ACTION ITEM:
Pull out from the material below all lines with "Briggs".

[MATERIAL FOR THIS EXERCISE — start]

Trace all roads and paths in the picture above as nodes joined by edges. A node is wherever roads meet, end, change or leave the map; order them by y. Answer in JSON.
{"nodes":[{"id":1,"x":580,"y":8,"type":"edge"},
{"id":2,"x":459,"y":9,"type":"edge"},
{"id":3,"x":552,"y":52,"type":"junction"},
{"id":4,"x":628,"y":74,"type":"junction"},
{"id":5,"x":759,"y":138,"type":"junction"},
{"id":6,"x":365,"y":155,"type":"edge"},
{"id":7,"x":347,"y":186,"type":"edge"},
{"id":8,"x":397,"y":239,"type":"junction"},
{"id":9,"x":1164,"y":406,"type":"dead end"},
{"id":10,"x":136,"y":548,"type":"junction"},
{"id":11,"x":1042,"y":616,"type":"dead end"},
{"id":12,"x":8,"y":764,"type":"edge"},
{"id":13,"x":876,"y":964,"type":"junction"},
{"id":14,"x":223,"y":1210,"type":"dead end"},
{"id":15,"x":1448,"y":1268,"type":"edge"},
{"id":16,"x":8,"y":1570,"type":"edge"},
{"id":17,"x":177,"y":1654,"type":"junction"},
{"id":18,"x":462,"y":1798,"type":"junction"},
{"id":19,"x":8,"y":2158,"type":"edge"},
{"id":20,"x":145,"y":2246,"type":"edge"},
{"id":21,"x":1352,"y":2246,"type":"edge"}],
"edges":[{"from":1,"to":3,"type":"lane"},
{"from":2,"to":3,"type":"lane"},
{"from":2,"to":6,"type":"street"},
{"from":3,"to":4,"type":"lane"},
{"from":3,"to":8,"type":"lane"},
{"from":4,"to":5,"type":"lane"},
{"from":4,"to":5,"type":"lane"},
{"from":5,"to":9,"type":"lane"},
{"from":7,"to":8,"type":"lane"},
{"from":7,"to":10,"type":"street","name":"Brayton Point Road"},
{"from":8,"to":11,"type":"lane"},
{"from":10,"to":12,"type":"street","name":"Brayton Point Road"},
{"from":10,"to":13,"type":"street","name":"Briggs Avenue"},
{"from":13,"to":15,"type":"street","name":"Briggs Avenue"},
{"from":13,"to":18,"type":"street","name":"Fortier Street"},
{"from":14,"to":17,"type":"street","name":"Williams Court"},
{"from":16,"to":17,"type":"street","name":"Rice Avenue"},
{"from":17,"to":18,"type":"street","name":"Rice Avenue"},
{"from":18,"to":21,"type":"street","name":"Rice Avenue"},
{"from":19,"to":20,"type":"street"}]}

[MATERIAL FOR THIS EXERCISE — finish]

OUTPUT:
{"from":10,"to":13,"type":"street","name":"Briggs Avenue"},
{"from":13,"to":15,"type":"street","name":"Briggs Avenue"},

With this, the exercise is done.